*ABOUT THIS EXERCISE*
Your answer must restate the listing below word for word and contain no images.

*INFORMATION SHOWN*
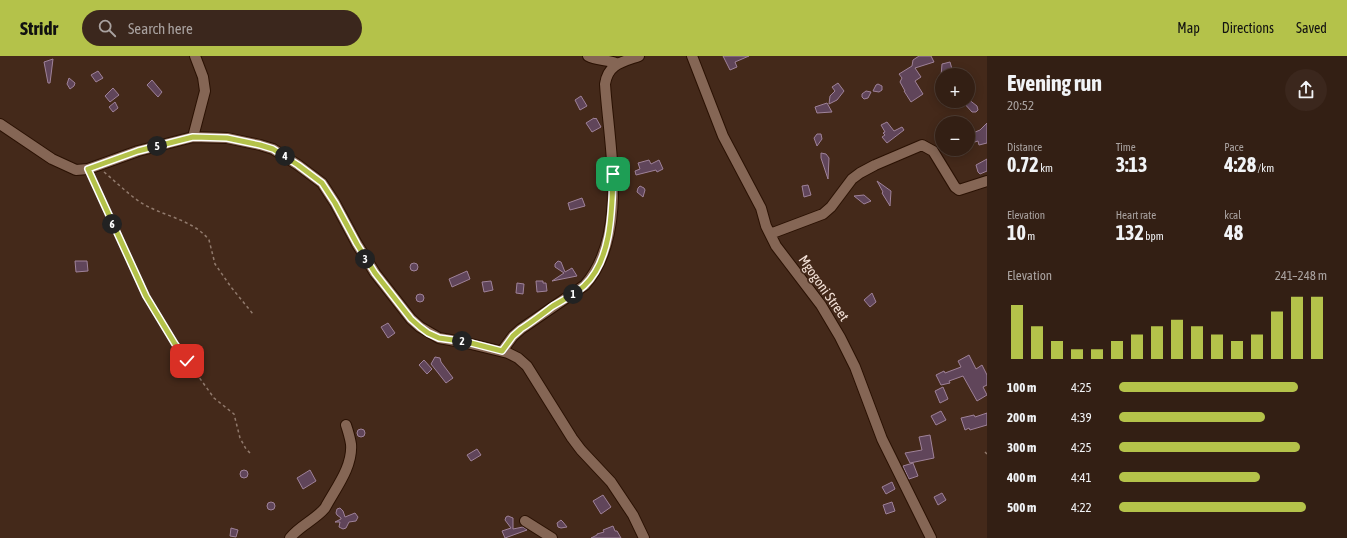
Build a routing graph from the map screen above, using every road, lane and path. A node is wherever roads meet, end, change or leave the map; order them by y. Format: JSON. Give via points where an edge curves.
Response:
{"nodes":[{"id":1,"x":196,"y":56,"type":"edge"},
{"id":2,"x":588,"y":56,"type":"edge"},
{"id":3,"x":639,"y":56,"type":"edge"},
{"id":4,"x":692,"y":56,"type":"edge"},
{"id":5,"x":618,"y":64,"type":"junction"},
{"id":6,"x":0,"y":124,"type":"edge"},
{"id":7,"x":193,"y":137,"type":"junction"},
{"id":8,"x":92,"y":168,"type":"junction"},
{"id":9,"x":987,"y":181,"type":"edge"},
{"id":10,"x":770,"y":234,"type":"junction"},
{"id":11,"x":253,"y":314,"type":"dead end"},
{"id":12,"x":502,"y":351,"type":"junction"},
{"id":13,"x":346,"y":425,"type":"dead end"},
{"id":14,"x":250,"y":453,"type":"dead end"},
{"id":15,"x":525,"y":521,"type":"dead end"},
{"id":16,"x":290,"y":538,"type":"edge"},
{"id":17,"x":552,"y":538,"type":"edge"},
{"id":18,"x":644,"y":538,"type":"edge"},
{"id":19,"x":931,"y":538,"type":"edge"}],
"edges":[{"from":1,"to":7,"type":"street","via":[[205,91]]},
{"from":2,"to":5,"type":"street"},
{"from":3,"to":5,"type":"street"},
{"from":4,"to":10,"type":"street","name":"Mgogoni Street","via":[[723,136],[761,208]]},
{"from":5,"to":12,"type":"street","via":[[606,76],[605,84],[613,174],[612,208],[600,262],[585,285],[521,329]]},
{"from":6,"to":8,"type":"street","via":[[70,168]]},
{"from":7,"to":8,"type":"street","via":[[138,151]]},
{"from":7,"to":12,"type":"street","via":[[249,142],[273,149],[289,158],[322,183],[375,273],[411,319],[428,333],[439,338]]},
{"from":8,"to":11,"type":"path","via":[[139,201],[190,225],[207,237],[215,264]]},
{"from":8,"to":14,"type":"path","via":[[137,278],[155,312],[214,398],[234,414],[240,438]]},
{"from":9,"to":10,"type":"street","via":[[959,190],[955,188],[933,151],[922,145],[860,173],[823,214]]},
{"from":10,"to":19,"type":"street","name":"Mgogoni Street","via":[[776,246],[821,305],[840,337],[855,367],[882,439]]},
{"from":12,"to":18,"type":"street","via":[[518,358],[527,366],[572,438],[611,482],[633,515]]},
{"from":13,"to":16,"type":"street","via":[[351,443],[348,465],[325,508]]},
{"from":15,"to":17,"type":"street"}]}
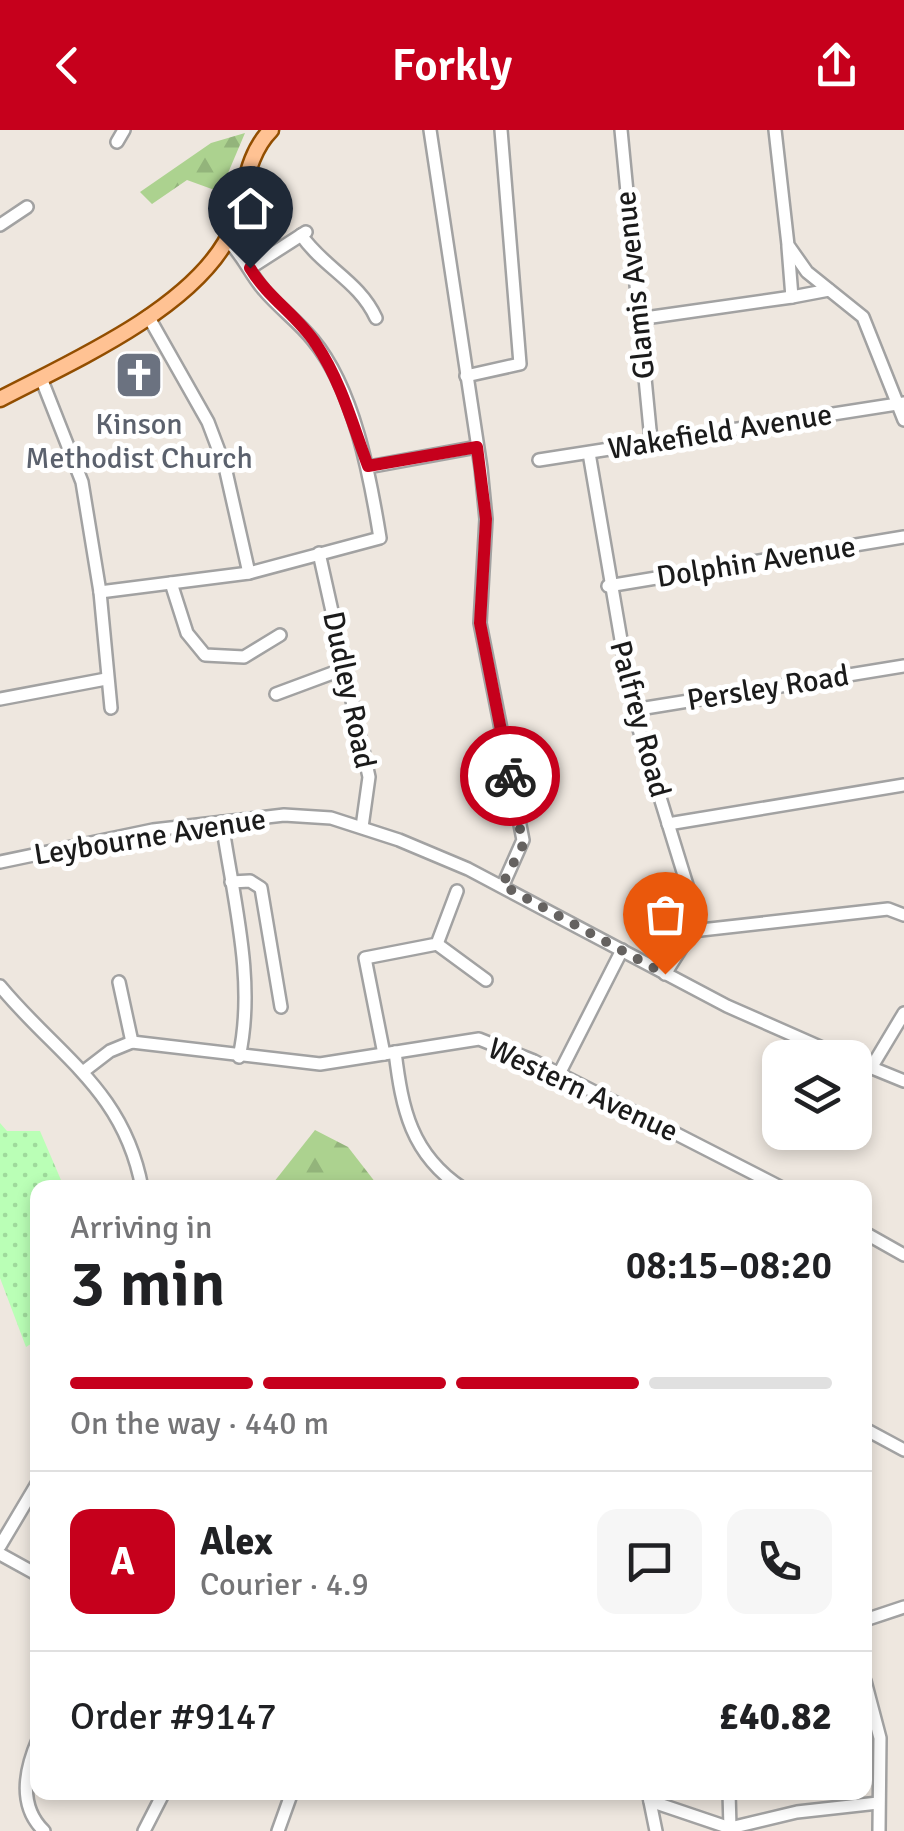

*SOLUTION FOR THIS PROBLEM*
Build a routing graph from the map screen above, using every road, lane and path. A node is wherever roads meet, end, change or leave the map; order them by y. Format: JSON. Give via points where an edge curves.
Response:
{"nodes":[{"id":1,"x":196,"y":56,"type":"edge"},
{"id":2,"x":588,"y":56,"type":"edge"},
{"id":3,"x":639,"y":56,"type":"edge"},
{"id":4,"x":692,"y":56,"type":"edge"},
{"id":5,"x":618,"y":64,"type":"junction"},
{"id":6,"x":0,"y":124,"type":"edge"},
{"id":7,"x":193,"y":137,"type":"junction"},
{"id":8,"x":92,"y":168,"type":"junction"},
{"id":9,"x":987,"y":181,"type":"edge"},
{"id":10,"x":770,"y":234,"type":"junction"},
{"id":11,"x":253,"y":314,"type":"dead end"},
{"id":12,"x":502,"y":351,"type":"junction"},
{"id":13,"x":346,"y":425,"type":"dead end"},
{"id":14,"x":250,"y":453,"type":"dead end"},
{"id":15,"x":525,"y":521,"type":"dead end"},
{"id":16,"x":290,"y":538,"type":"edge"},
{"id":17,"x":552,"y":538,"type":"edge"},
{"id":18,"x":644,"y":538,"type":"edge"},
{"id":19,"x":931,"y":538,"type":"edge"}],
"edges":[{"from":1,"to":7,"type":"street","via":[[205,91]]},
{"from":2,"to":5,"type":"street"},
{"from":3,"to":5,"type":"street"},
{"from":4,"to":10,"type":"street","name":"Mgogoni Street","via":[[723,136],[761,208]]},
{"from":5,"to":12,"type":"street","via":[[606,76],[605,84],[613,174],[612,208],[600,262],[585,285],[521,329]]},
{"from":6,"to":8,"type":"street","via":[[70,168]]},
{"from":7,"to":8,"type":"street","via":[[138,151]]},
{"from":7,"to":12,"type":"street","via":[[249,142],[273,149],[289,158],[322,183],[375,273],[411,319],[428,333],[439,338]]},
{"from":8,"to":11,"type":"path","via":[[139,201],[190,225],[207,237],[215,264]]},
{"from":8,"to":14,"type":"path","via":[[137,278],[155,312],[214,398],[234,414],[240,438]]},
{"from":9,"to":10,"type":"street","via":[[959,190],[955,188],[933,151],[922,145],[860,173],[823,214]]},
{"from":10,"to":19,"type":"street","name":"Mgogoni Street","via":[[776,246],[821,305],[840,337],[855,367],[882,439]]},
{"from":12,"to":18,"type":"street","via":[[518,358],[527,366],[572,438],[611,482],[633,515]]},
{"from":13,"to":16,"type":"street","via":[[351,443],[348,465],[325,508]]},
{"from":15,"to":17,"type":"street"}]}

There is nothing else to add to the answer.